Rencontrez Katia Buffetrille, à l’occasion du lancement de son livre :
Jeudi 26 septembre 2019 à 18h à la Librairie L’Harmattan (Paris 5e)
Samedi 28 septembre 2019 à 17h à la Librairie Le Phénix (Paris 3e)
Pourquoi s’intéresser aux XVIIe et XVIIIe siècles tibétains ?
Pourquoi s’intéresser spécifiquement aux XVIIe et XVIIIe siècles tibétains, pensera le lecteur ? En quoi ces deux siècles méritent-ils que le présent guide leur soit consacré ? La raison en est que cette période fut cruciale dans l’histoire du Tibet.

Réunifié partiellement pour la première fois depuis le XIIIe siècle, le Pays des neiges allait connaître au XVIIe siècle une grande stabilité politique, marquée par la personnalité du Ve Dalaï-Lama et l’hégémonie de l’école bouddhique des Gélukpa à laquelle il appartenait, ainsi que par une activité intellectuelle et artistique foisonnante qui se poursuivit au cours du siècle suivant.
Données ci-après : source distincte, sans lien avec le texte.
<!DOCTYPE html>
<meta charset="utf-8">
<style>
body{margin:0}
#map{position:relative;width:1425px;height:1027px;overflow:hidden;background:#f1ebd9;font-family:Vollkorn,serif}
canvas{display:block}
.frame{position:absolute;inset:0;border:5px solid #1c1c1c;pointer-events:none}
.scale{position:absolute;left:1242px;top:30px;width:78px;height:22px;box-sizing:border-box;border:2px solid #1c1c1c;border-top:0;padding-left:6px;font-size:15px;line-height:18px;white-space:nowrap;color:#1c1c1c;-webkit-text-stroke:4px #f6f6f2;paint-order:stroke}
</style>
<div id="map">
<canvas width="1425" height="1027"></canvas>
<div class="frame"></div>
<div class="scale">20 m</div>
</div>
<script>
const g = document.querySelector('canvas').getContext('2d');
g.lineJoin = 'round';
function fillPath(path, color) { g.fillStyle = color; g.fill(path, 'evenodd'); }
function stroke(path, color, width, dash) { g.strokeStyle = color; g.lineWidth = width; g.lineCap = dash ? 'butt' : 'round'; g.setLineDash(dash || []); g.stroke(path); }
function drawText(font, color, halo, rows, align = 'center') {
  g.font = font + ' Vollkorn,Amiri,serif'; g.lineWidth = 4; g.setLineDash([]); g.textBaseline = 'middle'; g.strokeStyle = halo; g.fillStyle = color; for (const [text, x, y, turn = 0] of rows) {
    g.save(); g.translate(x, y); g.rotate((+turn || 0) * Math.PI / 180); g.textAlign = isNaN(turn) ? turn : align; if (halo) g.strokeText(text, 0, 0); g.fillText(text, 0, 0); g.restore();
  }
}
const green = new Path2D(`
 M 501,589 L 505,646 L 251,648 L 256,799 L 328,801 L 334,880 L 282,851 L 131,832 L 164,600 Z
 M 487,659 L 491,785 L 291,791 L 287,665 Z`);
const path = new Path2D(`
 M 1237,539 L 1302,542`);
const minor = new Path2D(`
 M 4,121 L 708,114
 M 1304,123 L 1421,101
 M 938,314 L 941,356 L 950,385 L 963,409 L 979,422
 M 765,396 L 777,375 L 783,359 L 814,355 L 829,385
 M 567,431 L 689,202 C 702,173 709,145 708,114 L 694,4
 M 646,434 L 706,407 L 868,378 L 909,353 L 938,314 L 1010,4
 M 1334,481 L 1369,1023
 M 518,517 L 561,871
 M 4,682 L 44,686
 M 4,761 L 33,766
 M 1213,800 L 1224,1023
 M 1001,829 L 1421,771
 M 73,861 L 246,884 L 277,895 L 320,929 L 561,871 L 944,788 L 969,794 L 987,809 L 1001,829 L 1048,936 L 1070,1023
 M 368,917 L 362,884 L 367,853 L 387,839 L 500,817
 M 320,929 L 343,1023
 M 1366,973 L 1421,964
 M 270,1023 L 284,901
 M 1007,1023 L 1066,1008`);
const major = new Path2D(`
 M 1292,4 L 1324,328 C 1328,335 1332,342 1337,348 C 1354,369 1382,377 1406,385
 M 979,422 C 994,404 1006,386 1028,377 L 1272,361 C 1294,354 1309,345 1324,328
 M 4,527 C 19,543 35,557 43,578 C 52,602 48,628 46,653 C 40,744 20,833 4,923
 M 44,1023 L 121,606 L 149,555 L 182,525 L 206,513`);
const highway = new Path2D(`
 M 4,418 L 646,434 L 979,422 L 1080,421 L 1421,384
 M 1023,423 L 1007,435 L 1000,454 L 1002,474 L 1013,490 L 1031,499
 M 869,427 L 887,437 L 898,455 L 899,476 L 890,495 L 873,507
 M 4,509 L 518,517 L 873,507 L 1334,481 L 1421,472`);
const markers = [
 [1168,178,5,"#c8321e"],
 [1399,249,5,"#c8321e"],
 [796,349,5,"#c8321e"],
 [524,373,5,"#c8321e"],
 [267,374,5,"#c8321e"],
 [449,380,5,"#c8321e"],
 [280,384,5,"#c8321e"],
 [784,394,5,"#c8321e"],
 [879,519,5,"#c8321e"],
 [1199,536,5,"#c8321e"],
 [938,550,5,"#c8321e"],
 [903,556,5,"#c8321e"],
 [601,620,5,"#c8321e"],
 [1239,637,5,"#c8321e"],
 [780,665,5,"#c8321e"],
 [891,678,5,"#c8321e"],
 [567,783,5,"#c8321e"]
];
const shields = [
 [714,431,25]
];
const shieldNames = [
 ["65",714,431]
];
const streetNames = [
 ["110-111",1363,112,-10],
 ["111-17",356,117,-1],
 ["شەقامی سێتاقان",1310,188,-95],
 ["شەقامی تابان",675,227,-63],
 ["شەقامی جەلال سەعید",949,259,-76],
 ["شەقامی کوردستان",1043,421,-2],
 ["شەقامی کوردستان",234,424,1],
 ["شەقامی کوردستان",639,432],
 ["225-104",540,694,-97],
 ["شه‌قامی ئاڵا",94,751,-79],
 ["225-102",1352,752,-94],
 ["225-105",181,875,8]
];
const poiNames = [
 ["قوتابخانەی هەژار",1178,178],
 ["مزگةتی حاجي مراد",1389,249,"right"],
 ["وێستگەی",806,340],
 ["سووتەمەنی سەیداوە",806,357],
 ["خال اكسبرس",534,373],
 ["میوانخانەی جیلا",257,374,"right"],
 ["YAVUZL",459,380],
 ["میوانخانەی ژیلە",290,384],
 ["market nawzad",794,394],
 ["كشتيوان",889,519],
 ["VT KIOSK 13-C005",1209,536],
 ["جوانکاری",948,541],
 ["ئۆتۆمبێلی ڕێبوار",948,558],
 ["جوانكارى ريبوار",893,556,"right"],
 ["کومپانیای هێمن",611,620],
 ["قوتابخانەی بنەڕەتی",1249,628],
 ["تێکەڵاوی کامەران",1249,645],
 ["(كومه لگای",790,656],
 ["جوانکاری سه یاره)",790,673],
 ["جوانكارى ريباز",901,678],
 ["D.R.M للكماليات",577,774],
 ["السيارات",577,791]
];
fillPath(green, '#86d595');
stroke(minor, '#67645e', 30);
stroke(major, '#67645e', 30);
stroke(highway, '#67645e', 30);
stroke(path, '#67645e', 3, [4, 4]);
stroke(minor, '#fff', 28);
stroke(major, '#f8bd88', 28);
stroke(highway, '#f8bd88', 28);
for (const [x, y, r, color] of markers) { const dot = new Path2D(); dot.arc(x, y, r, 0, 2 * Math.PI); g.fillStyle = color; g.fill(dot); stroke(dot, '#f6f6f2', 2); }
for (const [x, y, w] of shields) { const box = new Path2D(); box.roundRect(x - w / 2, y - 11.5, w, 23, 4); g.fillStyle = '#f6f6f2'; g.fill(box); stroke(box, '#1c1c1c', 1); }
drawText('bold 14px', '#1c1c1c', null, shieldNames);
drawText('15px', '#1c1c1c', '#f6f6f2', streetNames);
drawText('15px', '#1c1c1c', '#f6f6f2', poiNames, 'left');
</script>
Le « Grand Cinquième », chef religieux mais aussi politique du Tibet, instaura un système particulier de gouvernement fondé sur l’union de l’autorité spirituelle et du pouvoir temporel et doté, sous le VIIe Dalaï-Lama, de structures gouvernementales qui perdurèrent quasiment en l’état, jusqu’à l’invasion chinoise des années 1950. Lhassa devint dès lors le centre de l’autorité politique du pays, et le Potala, nouveau palais forteresse dominant la ville, le symbole de ce pouvoir. Le Tibet était alors ouvert sur l’extérieur et de nombreux étrangers y venaient en pèlerinage ou pour commercer. Les arts et les lettres, la science et la pratique médicales, connurent leur apogée.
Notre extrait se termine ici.